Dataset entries
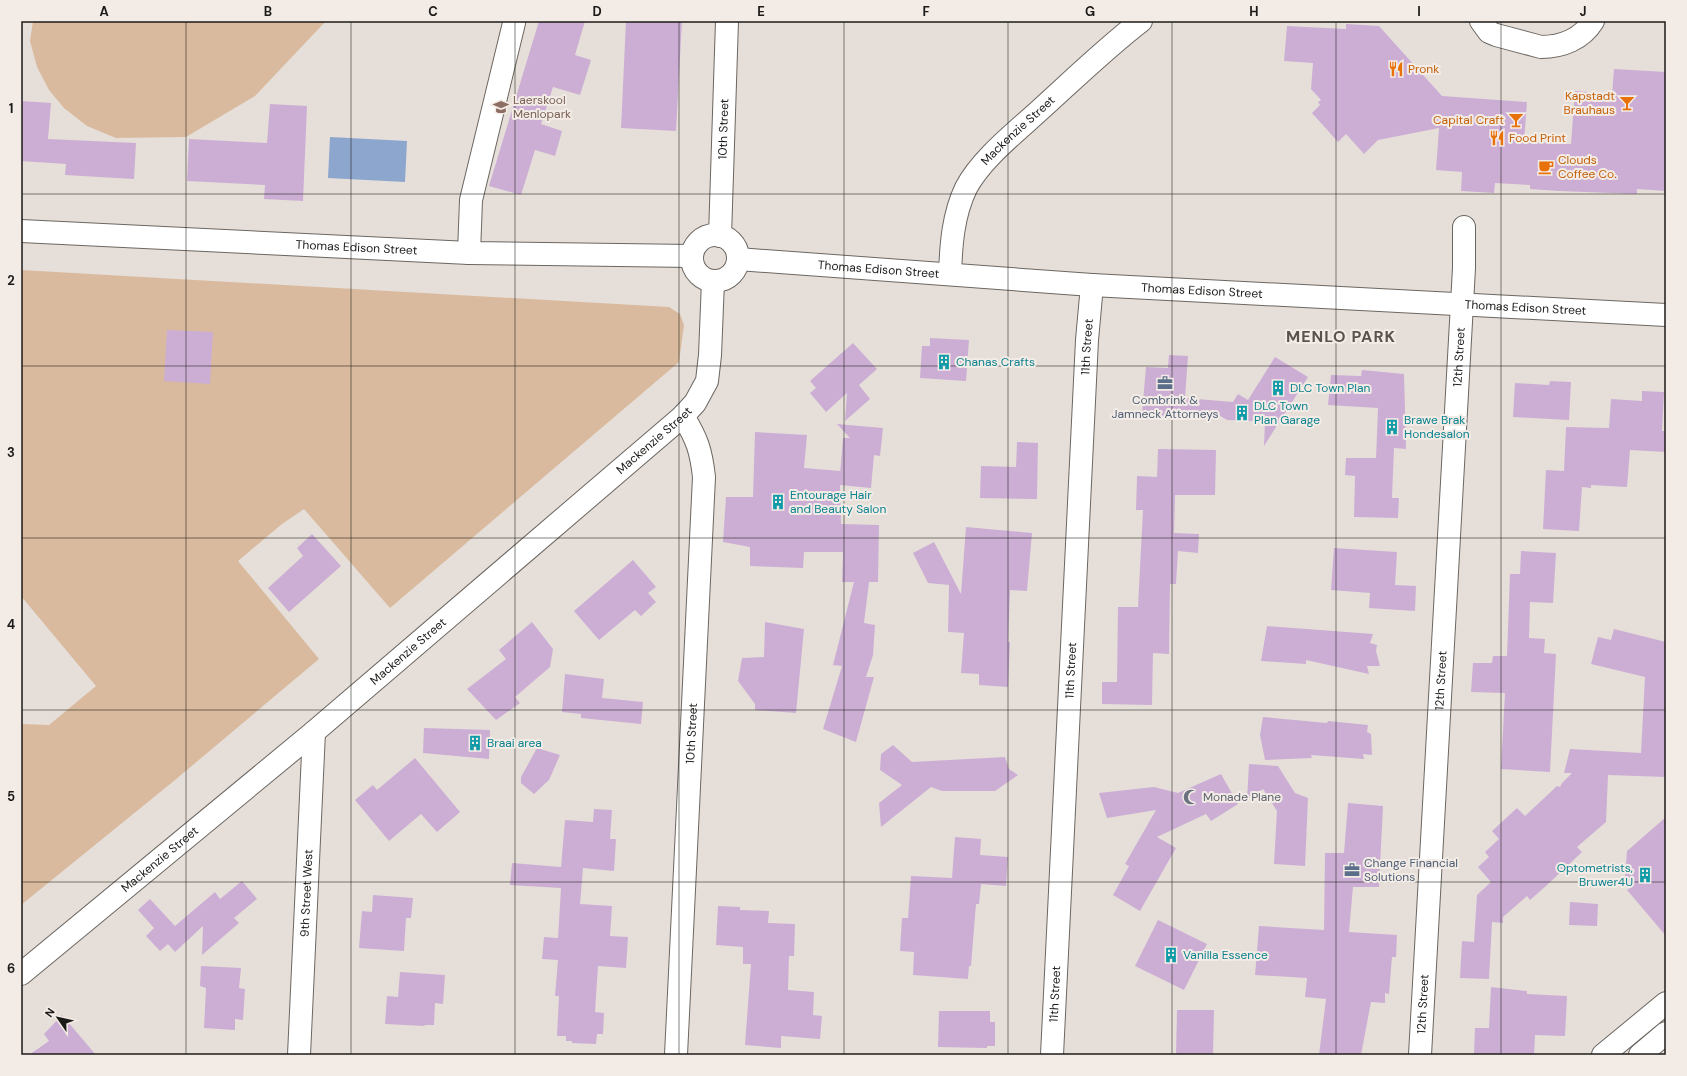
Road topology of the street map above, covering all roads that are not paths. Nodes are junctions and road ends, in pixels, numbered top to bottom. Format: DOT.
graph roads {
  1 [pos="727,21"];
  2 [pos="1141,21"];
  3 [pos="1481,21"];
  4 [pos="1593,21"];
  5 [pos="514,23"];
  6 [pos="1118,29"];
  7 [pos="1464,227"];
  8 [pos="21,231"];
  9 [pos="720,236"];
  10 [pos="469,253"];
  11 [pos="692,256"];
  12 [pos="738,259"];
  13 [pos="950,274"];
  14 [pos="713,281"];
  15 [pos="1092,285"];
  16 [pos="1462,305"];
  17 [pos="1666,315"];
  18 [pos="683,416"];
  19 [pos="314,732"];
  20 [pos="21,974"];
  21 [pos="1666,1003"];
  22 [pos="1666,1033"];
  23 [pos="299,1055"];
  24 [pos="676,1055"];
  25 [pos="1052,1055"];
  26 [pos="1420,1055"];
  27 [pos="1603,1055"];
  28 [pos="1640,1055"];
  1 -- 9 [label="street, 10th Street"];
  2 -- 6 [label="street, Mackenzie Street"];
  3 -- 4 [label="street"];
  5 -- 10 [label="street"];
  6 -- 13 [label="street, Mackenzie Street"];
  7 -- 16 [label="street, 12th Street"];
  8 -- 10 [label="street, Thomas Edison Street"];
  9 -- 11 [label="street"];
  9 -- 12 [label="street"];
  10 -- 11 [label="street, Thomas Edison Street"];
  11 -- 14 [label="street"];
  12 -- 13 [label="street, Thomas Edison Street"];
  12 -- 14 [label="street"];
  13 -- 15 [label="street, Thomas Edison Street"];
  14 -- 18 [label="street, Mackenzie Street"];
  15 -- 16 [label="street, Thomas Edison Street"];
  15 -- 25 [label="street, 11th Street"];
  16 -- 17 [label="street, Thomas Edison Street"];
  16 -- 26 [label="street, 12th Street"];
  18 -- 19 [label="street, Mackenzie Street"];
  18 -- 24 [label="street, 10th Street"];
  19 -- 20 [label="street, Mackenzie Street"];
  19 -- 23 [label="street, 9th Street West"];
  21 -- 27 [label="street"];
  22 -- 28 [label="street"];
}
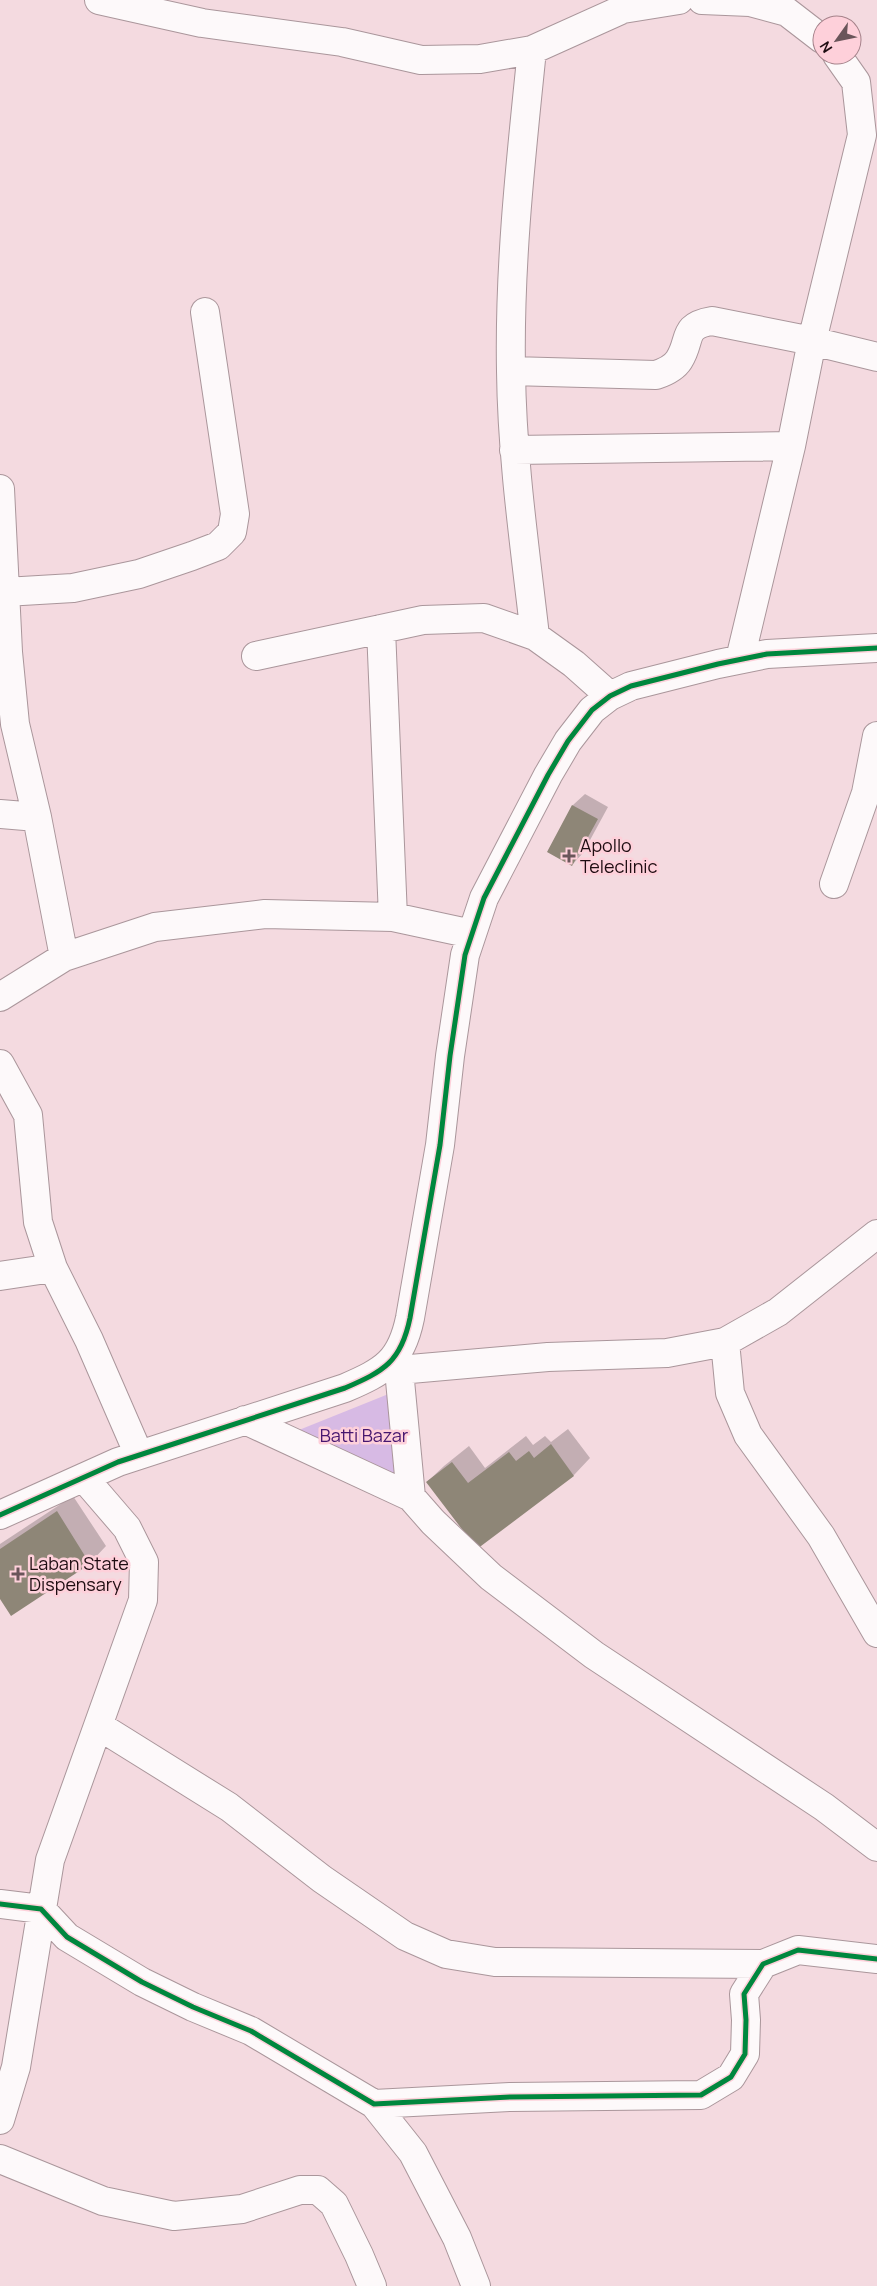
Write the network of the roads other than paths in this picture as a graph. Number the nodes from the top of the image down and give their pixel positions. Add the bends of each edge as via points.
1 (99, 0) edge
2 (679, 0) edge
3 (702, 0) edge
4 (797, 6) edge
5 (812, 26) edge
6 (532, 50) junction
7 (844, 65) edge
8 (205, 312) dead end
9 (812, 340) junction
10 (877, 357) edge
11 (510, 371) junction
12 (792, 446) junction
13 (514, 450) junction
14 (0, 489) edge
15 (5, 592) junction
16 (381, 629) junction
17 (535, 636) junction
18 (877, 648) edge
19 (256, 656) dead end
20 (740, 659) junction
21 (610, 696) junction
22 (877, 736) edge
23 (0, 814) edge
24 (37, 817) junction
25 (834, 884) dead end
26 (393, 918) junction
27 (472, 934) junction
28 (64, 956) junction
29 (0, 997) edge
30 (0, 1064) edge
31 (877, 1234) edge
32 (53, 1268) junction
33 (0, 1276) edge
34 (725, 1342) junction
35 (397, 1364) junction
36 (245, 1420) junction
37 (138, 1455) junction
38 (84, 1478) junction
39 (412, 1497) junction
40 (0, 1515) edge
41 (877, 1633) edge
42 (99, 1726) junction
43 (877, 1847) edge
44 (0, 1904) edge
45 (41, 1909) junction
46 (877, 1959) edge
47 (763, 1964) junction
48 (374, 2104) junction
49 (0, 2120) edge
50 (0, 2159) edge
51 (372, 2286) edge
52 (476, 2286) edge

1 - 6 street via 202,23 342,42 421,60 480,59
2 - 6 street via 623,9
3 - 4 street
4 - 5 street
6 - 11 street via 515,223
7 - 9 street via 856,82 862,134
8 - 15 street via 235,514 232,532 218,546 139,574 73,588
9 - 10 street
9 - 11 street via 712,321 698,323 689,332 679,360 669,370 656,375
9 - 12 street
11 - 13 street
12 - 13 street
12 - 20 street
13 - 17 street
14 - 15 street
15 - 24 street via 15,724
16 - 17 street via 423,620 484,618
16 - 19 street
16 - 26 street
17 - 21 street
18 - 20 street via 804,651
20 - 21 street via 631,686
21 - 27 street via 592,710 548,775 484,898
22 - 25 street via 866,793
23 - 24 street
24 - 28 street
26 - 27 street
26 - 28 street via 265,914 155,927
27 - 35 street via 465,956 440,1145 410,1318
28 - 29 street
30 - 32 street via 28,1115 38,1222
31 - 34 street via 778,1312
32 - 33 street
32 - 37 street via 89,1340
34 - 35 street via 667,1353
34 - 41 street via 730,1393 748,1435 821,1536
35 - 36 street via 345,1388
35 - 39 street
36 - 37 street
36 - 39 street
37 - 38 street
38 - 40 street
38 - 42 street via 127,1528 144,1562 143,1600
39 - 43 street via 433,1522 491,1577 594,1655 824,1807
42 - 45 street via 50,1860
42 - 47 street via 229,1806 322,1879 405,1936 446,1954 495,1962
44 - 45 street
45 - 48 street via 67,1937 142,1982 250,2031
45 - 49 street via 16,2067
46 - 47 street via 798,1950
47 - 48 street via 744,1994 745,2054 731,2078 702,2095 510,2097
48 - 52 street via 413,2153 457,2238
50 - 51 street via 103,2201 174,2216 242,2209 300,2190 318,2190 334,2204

§ Problem requirements: Please keep every line of the data the same when you reproduce it, and keep every picture out.

§ Written solution:
Road topology of the street map above, covering all roads that are not paths. Nodes are junctions and road ends, in pixels, numbered top to bottom. Format: DOT.
graph roads {
  1 [pos="727,21"];
  2 [pos="1141,21"];
  3 [pos="1481,21"];
  4 [pos="1593,21"];
  5 [pos="514,23"];
  6 [pos="1118,29"];
  7 [pos="1464,227"];
  8 [pos="21,231"];
  9 [pos="720,236"];
  10 [pos="469,253"];
  11 [pos="692,256"];
  12 [pos="738,259"];
  13 [pos="950,274"];
  14 [pos="713,281"];
  15 [pos="1092,285"];
  16 [pos="1462,305"];
  17 [pos="1666,315"];
  18 [pos="683,416"];
  19 [pos="314,732"];
  20 [pos="21,974"];
  21 [pos="1666,1003"];
  22 [pos="1666,1033"];
  23 [pos="299,1055"];
  24 [pos="676,1055"];
  25 [pos="1052,1055"];
  26 [pos="1420,1055"];
  27 [pos="1603,1055"];
  28 [pos="1640,1055"];
  1 -- 9 [label="street, 10th Street"];
  2 -- 6 [label="street, Mackenzie Street"];
  3 -- 4 [label="street"];
  5 -- 10 [label="street"];
  6 -- 13 [label="street, Mackenzie Street"];
  7 -- 16 [label="street, 12th Street"];
  8 -- 10 [label="street, Thomas Edison Street"];
  9 -- 11 [label="street"];
  9 -- 12 [label="street"];
  10 -- 11 [label="street, Thomas Edison Street"];
  11 -- 14 [label="street"];
  12 -- 13 [label="street, Thomas Edison Street"];
  12 -- 14 [label="street"];
  13 -- 15 [label="street, Thomas Edison Street"];
  14 -- 18 [label="street, Mackenzie Street"];
  15 -- 16 [label="street, Thomas Edison Street"];
  15 -- 25 [label="street, 11th Street"];
  16 -- 17 [label="street, Thomas Edison Street"];
  16 -- 26 [label="street, 12th Street"];
  18 -- 19 [label="street, Mackenzie Street"];
  18 -- 24 [label="street, 10th Street"];
  19 -- 20 [label="street, Mackenzie Street"];
  19 -- 23 [label="street, 9th Street West"];
  21 -- 27 [label="street"];
  22 -- 28 [label="street"];
}
Write the network of the roads other than paths in this picture as a graph. Number the nodes from the top of the image down and give their pixel positions. Add the bends of each edge as via points.
1 (99, 0) edge
2 (679, 0) edge
3 (702, 0) edge
4 (797, 6) edge
5 (812, 26) edge
6 (532, 50) junction
7 (844, 65) edge
8 (205, 312) dead end
9 (812, 340) junction
10 (877, 357) edge
11 (510, 371) junction
12 (792, 446) junction
13 (514, 450) junction
14 (0, 489) edge
15 (5, 592) junction
16 (381, 629) junction
17 (535, 636) junction
18 (877, 648) edge
19 (256, 656) dead end
20 (740, 659) junction
21 (610, 696) junction
22 (877, 736) edge
23 (0, 814) edge
24 (37, 817) junction
25 (834, 884) dead end
26 (393, 918) junction
27 (472, 934) junction
28 (64, 956) junction
29 (0, 997) edge
30 (0, 1064) edge
31 (877, 1234) edge
32 (53, 1268) junction
33 (0, 1276) edge
34 (725, 1342) junction
35 (397, 1364) junction
36 (245, 1420) junction
37 (138, 1455) junction
38 (84, 1478) junction
39 (412, 1497) junction
40 (0, 1515) edge
41 (877, 1633) edge
42 (99, 1726) junction
43 (877, 1847) edge
44 (0, 1904) edge
45 (41, 1909) junction
46 (877, 1959) edge
47 (763, 1964) junction
48 (374, 2104) junction
49 (0, 2120) edge
50 (0, 2159) edge
51 (372, 2286) edge
52 (476, 2286) edge

1 - 6 street via 202,23 342,42 421,60 480,59
2 - 6 street via 623,9
3 - 4 street
4 - 5 street
6 - 11 street via 515,223
7 - 9 street via 856,82 862,134
8 - 15 street via 235,514 232,532 218,546 139,574 73,588
9 - 10 street
9 - 11 street via 712,321 698,323 689,332 679,360 669,370 656,375
9 - 12 street
11 - 13 street
12 - 13 street
12 - 20 street
13 - 17 street
14 - 15 street
15 - 24 street via 15,724
16 - 17 street via 423,620 484,618
16 - 19 street
16 - 26 street
17 - 21 street
18 - 20 street via 804,651
20 - 21 street via 631,686
21 - 27 street via 592,710 548,775 484,898
22 - 25 street via 866,793
23 - 24 street
24 - 28 street
26 - 27 street
26 - 28 street via 265,914 155,927
27 - 35 street via 465,956 440,1145 410,1318
28 - 29 street
30 - 32 street via 28,1115 38,1222
31 - 34 street via 778,1312
32 - 33 street
32 - 37 street via 89,1340
34 - 35 street via 667,1353
34 - 41 street via 730,1393 748,1435 821,1536
35 - 36 street via 345,1388
35 - 39 street
36 - 37 street
36 - 39 street
37 - 38 street
38 - 40 street
38 - 42 street via 127,1528 144,1562 143,1600
39 - 43 street via 433,1522 491,1577 594,1655 824,1807
42 - 45 street via 50,1860
42 - 47 street via 229,1806 322,1879 405,1936 446,1954 495,1962
44 - 45 street
45 - 48 street via 67,1937 142,1982 250,2031
45 - 49 street via 16,2067
46 - 47 street via 798,1950
47 - 48 street via 744,1994 745,2054 731,2078 702,2095 510,2097
48 - 52 street via 413,2153 457,2238
50 - 51 street via 103,2201 174,2216 242,2209 300,2190 318,2190 334,2204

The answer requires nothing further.